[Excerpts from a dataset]
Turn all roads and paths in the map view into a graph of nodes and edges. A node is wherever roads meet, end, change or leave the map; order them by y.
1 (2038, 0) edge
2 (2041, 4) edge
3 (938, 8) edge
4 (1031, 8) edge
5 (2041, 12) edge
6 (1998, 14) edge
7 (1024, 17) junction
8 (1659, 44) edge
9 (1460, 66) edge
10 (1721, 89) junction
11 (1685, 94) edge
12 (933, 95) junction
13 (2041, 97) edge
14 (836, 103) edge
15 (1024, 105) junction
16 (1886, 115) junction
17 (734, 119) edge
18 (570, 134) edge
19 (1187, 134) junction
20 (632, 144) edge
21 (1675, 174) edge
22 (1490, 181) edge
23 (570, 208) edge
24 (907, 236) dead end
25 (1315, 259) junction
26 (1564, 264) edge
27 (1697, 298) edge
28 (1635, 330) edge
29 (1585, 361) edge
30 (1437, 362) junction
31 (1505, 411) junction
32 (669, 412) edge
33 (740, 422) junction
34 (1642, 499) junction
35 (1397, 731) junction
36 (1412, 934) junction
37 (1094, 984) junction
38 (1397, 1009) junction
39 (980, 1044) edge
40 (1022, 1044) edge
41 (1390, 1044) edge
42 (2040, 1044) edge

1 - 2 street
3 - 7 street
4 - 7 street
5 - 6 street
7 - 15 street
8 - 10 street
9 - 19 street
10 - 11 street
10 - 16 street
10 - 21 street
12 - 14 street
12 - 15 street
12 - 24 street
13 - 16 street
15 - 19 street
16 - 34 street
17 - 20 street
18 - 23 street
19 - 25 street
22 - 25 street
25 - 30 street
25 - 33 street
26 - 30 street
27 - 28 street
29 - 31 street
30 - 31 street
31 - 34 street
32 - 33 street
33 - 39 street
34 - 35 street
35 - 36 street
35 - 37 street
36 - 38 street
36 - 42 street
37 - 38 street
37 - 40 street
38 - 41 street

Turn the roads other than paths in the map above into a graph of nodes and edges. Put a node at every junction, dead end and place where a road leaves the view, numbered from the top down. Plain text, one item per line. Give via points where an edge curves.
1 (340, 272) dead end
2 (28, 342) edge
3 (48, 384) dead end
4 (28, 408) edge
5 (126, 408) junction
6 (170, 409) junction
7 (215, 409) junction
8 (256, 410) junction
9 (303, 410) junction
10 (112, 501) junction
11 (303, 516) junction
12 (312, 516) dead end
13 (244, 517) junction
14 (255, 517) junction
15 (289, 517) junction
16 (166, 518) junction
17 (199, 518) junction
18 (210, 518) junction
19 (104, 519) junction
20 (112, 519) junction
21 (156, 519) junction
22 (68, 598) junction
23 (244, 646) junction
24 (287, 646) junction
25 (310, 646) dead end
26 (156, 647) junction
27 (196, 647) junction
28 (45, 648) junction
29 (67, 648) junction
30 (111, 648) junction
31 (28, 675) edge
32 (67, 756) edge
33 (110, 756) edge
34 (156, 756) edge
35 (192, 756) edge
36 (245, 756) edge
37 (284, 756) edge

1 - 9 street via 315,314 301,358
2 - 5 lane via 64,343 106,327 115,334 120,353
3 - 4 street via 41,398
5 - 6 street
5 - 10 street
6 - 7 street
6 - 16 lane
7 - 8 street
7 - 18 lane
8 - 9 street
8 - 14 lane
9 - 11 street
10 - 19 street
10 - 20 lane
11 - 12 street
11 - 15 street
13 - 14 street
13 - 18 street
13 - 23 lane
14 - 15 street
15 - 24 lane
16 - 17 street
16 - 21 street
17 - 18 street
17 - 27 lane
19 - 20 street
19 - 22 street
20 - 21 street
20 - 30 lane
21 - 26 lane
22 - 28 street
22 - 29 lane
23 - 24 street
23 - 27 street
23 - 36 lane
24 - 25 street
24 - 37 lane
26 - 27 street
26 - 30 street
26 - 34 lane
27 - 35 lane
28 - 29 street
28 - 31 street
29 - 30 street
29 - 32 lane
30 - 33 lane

## What to produce
Every line of the data must be reproduced exactly.

## Task result
Turn all roads and paths in the map view into a graph of nodes and edges. A node is wherever roads meet, end, change or leave the map; order them by y.
1 (2038, 0) edge
2 (2041, 4) edge
3 (938, 8) edge
4 (1031, 8) edge
5 (2041, 12) edge
6 (1998, 14) edge
7 (1024, 17) junction
8 (1659, 44) edge
9 (1460, 66) edge
10 (1721, 89) junction
11 (1685, 94) edge
12 (933, 95) junction
13 (2041, 97) edge
14 (836, 103) edge
15 (1024, 105) junction
16 (1886, 115) junction
17 (734, 119) edge
18 (570, 134) edge
19 (1187, 134) junction
20 (632, 144) edge
21 (1675, 174) edge
22 (1490, 181) edge
23 (570, 208) edge
24 (907, 236) dead end
25 (1315, 259) junction
26 (1564, 264) edge
27 (1697, 298) edge
28 (1635, 330) edge
29 (1585, 361) edge
30 (1437, 362) junction
31 (1505, 411) junction
32 (669, 412) edge
33 (740, 422) junction
34 (1642, 499) junction
35 (1397, 731) junction
36 (1412, 934) junction
37 (1094, 984) junction
38 (1397, 1009) junction
39 (980, 1044) edge
40 (1022, 1044) edge
41 (1390, 1044) edge
42 (2040, 1044) edge

1 - 2 street
3 - 7 street
4 - 7 street
5 - 6 street
7 - 15 street
8 - 10 street
9 - 19 street
10 - 11 street
10 - 16 street
10 - 21 street
12 - 14 street
12 - 15 street
12 - 24 street
13 - 16 street
15 - 19 street
16 - 34 street
17 - 20 street
18 - 23 street
19 - 25 street
22 - 25 street
25 - 30 street
25 - 33 street
26 - 30 street
27 - 28 street
29 - 31 street
30 - 31 street
31 - 34 street
32 - 33 street
33 - 39 street
34 - 35 street
35 - 36 street
35 - 37 street
36 - 38 street
36 - 42 street
37 - 38 street
37 - 40 street
38 - 41 street

Turn the roads other than paths in the map above into a graph of nodes and edges. Put a node at every junction, dead end and place where a road leaves the view, numbered from the top down. Plain text, one item per line. Give via points where an edge curves.
1 (340, 272) dead end
2 (28, 342) edge
3 (48, 384) dead end
4 (28, 408) edge
5 (126, 408) junction
6 (170, 409) junction
7 (215, 409) junction
8 (256, 410) junction
9 (303, 410) junction
10 (112, 501) junction
11 (303, 516) junction
12 (312, 516) dead end
13 (244, 517) junction
14 (255, 517) junction
15 (289, 517) junction
16 (166, 518) junction
17 (199, 518) junction
18 (210, 518) junction
19 (104, 519) junction
20 (112, 519) junction
21 (156, 519) junction
22 (68, 598) junction
23 (244, 646) junction
24 (287, 646) junction
25 (310, 646) dead end
26 (156, 647) junction
27 (196, 647) junction
28 (45, 648) junction
29 (67, 648) junction
30 (111, 648) junction
31 (28, 675) edge
32 (67, 756) edge
33 (110, 756) edge
34 (156, 756) edge
35 (192, 756) edge
36 (245, 756) edge
37 (284, 756) edge

1 - 9 street via 315,314 301,358
2 - 5 lane via 64,343 106,327 115,334 120,353
3 - 4 street via 41,398
5 - 6 street
5 - 10 street
6 - 7 street
6 - 16 lane
7 - 8 street
7 - 18 lane
8 - 9 street
8 - 14 lane
9 - 11 street
10 - 19 street
10 - 20 lane
11 - 12 street
11 - 15 street
13 - 14 street
13 - 18 street
13 - 23 lane
14 - 15 street
15 - 24 lane
16 - 17 street
16 - 21 street
17 - 18 street
17 - 27 lane
19 - 20 street
19 - 22 street
20 - 21 street
20 - 30 lane
21 - 26 lane
22 - 28 street
22 - 29 lane
23 - 24 street
23 - 27 street
23 - 36 lane
24 - 25 street
24 - 37 lane
26 - 27 street
26 - 30 street
26 - 34 lane
27 - 35 lane
28 - 29 street
28 - 31 street
29 - 30 street
29 - 32 lane
30 - 33 lane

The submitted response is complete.